╭──
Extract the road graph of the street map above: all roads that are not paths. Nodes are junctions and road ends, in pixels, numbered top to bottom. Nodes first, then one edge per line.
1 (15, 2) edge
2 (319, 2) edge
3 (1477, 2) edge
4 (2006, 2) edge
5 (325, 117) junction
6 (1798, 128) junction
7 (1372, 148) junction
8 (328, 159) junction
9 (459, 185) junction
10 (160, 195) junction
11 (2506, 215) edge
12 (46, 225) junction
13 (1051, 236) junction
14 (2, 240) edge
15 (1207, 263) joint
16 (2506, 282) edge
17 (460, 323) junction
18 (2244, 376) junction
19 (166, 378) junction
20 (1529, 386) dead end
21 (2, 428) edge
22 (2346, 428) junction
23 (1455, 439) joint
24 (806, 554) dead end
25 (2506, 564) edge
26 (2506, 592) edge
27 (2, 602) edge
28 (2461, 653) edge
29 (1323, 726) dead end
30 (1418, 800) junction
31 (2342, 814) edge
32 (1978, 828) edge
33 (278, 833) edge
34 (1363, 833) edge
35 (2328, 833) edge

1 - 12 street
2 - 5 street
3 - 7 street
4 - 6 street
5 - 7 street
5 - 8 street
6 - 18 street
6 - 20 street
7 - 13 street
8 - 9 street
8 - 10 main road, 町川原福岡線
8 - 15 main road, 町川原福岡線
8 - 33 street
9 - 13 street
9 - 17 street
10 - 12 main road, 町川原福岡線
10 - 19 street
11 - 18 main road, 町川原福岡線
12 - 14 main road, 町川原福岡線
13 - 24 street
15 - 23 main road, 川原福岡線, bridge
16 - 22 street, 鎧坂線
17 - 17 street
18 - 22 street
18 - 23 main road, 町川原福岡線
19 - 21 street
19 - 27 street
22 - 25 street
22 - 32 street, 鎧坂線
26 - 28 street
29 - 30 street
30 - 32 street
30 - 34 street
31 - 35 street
╰──
Activity: The reply must present every entry, transcribed with its exact wording.

Response to this task:
Extract the road graph of the street map above: all roads that are not paths. Nodes are junctions and road ends, in pixels, numbered top to bottom. Nodes first, then one edge per line.
1 (15, 2) edge
2 (319, 2) edge
3 (1477, 2) edge
4 (2006, 2) edge
5 (325, 117) junction
6 (1798, 128) junction
7 (1372, 148) junction
8 (328, 159) junction
9 (459, 185) junction
10 (160, 195) junction
11 (2506, 215) edge
12 (46, 225) junction
13 (1051, 236) junction
14 (2, 240) edge
15 (1207, 263) joint
16 (2506, 282) edge
17 (460, 323) junction
18 (2244, 376) junction
19 (166, 378) junction
20 (1529, 386) dead end
21 (2, 428) edge
22 (2346, 428) junction
23 (1455, 439) joint
24 (806, 554) dead end
25 (2506, 564) edge
26 (2506, 592) edge
27 (2, 602) edge
28 (2461, 653) edge
29 (1323, 726) dead end
30 (1418, 800) junction
31 (2342, 814) edge
32 (1978, 828) edge
33 (278, 833) edge
34 (1363, 833) edge
35 (2328, 833) edge

1 - 12 street
2 - 5 street
3 - 7 street
4 - 6 street
5 - 7 street
5 - 8 street
6 - 18 street
6 - 20 street
7 - 13 street
8 - 9 street
8 - 10 main road, 町川原福岡線
8 - 15 main road, 町川原福岡線
8 - 33 street
9 - 13 street
9 - 17 street
10 - 12 main road, 町川原福岡線
10 - 19 street
11 - 18 main road, 町川原福岡線
12 - 14 main road, 町川原福岡線
13 - 24 street
15 - 23 main road, 川原福岡線, bridge
16 - 22 street, 鎧坂線
17 - 17 street
18 - 22 street
18 - 23 main road, 町川原福岡線
19 - 21 street
19 - 27 street
22 - 25 street
22 - 32 street, 鎧坂線
26 - 28 street
29 - 30 street
30 - 32 street
30 - 34 street
31 - 35 street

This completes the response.